• [Action item] Each line of the data below that carries the word "Cavalheiro" needs to be copied.

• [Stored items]

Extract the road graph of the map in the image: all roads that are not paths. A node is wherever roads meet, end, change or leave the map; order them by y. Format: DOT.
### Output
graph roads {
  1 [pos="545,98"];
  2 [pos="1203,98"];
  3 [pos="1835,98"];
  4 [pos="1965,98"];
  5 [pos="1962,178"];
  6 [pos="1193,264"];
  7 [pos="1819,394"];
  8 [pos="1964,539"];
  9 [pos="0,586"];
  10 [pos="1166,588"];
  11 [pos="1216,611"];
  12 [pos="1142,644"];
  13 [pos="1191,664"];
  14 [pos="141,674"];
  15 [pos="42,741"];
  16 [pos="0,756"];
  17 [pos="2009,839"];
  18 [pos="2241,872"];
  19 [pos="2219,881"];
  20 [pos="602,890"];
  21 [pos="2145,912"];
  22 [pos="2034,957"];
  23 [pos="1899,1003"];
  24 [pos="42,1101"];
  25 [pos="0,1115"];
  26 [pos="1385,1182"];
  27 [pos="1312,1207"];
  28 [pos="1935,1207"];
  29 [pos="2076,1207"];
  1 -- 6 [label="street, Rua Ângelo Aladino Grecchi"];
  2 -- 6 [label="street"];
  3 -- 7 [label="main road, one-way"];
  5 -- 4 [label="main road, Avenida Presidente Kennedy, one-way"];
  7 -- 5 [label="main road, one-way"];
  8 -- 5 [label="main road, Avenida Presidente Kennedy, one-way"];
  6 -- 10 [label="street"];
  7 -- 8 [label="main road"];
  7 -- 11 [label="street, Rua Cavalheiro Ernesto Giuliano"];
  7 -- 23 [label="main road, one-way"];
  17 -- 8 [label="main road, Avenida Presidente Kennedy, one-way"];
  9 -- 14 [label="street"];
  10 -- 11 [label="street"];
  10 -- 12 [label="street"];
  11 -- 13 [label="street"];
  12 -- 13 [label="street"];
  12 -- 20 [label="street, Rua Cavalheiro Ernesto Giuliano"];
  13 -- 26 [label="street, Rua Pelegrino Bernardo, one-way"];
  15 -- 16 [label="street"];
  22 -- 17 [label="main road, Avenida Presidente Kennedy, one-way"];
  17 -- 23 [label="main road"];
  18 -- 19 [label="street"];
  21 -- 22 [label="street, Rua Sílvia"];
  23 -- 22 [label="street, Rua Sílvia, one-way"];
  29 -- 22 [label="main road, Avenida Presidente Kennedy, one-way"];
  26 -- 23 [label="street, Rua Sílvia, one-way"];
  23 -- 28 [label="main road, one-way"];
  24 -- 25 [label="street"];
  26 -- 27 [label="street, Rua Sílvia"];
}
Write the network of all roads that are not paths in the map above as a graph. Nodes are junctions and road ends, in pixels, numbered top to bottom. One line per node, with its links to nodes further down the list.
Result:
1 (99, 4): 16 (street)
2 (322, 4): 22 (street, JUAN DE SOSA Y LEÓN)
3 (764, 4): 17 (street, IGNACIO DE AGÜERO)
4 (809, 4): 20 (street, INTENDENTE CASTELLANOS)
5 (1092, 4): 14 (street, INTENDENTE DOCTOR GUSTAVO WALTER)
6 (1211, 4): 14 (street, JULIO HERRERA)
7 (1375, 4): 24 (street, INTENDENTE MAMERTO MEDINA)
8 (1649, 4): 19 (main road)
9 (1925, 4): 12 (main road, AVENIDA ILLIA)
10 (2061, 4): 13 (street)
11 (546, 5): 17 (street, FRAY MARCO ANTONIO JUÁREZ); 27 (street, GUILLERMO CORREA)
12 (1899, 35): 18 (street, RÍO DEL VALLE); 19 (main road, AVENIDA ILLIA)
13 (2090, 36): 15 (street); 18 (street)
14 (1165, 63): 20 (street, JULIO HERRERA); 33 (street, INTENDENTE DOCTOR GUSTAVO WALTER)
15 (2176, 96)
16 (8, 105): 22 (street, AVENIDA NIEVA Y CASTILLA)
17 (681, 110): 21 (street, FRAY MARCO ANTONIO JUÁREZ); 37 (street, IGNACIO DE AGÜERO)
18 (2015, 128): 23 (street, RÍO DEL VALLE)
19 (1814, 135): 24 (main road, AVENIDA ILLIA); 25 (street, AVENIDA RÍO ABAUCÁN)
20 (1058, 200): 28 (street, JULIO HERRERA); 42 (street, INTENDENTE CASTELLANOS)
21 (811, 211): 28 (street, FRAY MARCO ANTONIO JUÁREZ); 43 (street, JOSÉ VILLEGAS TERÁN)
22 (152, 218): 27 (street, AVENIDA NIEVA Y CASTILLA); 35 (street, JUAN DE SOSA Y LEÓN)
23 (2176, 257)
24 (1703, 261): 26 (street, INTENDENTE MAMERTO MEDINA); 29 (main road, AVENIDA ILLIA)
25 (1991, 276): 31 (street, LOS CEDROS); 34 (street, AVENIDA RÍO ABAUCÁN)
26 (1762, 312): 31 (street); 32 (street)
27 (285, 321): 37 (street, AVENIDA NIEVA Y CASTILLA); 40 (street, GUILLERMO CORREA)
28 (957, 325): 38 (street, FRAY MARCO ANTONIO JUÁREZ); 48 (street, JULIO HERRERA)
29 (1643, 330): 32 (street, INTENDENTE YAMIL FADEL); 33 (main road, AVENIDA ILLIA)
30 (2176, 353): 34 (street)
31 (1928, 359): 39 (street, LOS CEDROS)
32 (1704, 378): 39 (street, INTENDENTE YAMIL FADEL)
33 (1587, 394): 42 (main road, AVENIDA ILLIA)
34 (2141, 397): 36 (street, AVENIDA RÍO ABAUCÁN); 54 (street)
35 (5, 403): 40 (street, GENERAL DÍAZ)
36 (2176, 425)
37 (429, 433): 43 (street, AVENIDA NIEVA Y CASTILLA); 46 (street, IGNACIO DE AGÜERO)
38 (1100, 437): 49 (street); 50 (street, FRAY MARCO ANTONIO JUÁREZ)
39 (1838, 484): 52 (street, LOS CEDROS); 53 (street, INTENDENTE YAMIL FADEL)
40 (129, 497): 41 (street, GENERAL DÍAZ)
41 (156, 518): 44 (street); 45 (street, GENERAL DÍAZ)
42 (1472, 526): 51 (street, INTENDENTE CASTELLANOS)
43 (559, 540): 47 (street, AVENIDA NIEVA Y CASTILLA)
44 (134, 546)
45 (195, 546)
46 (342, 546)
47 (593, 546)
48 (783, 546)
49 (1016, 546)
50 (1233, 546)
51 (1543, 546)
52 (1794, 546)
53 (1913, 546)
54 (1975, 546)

• [Exercise response]
  7 -- 11 [label="street, Rua Cavalheiro Ernesto Giuliano"];
  12 -- 20 [label="street, Rua Cavalheiro Ernesto Giuliano"];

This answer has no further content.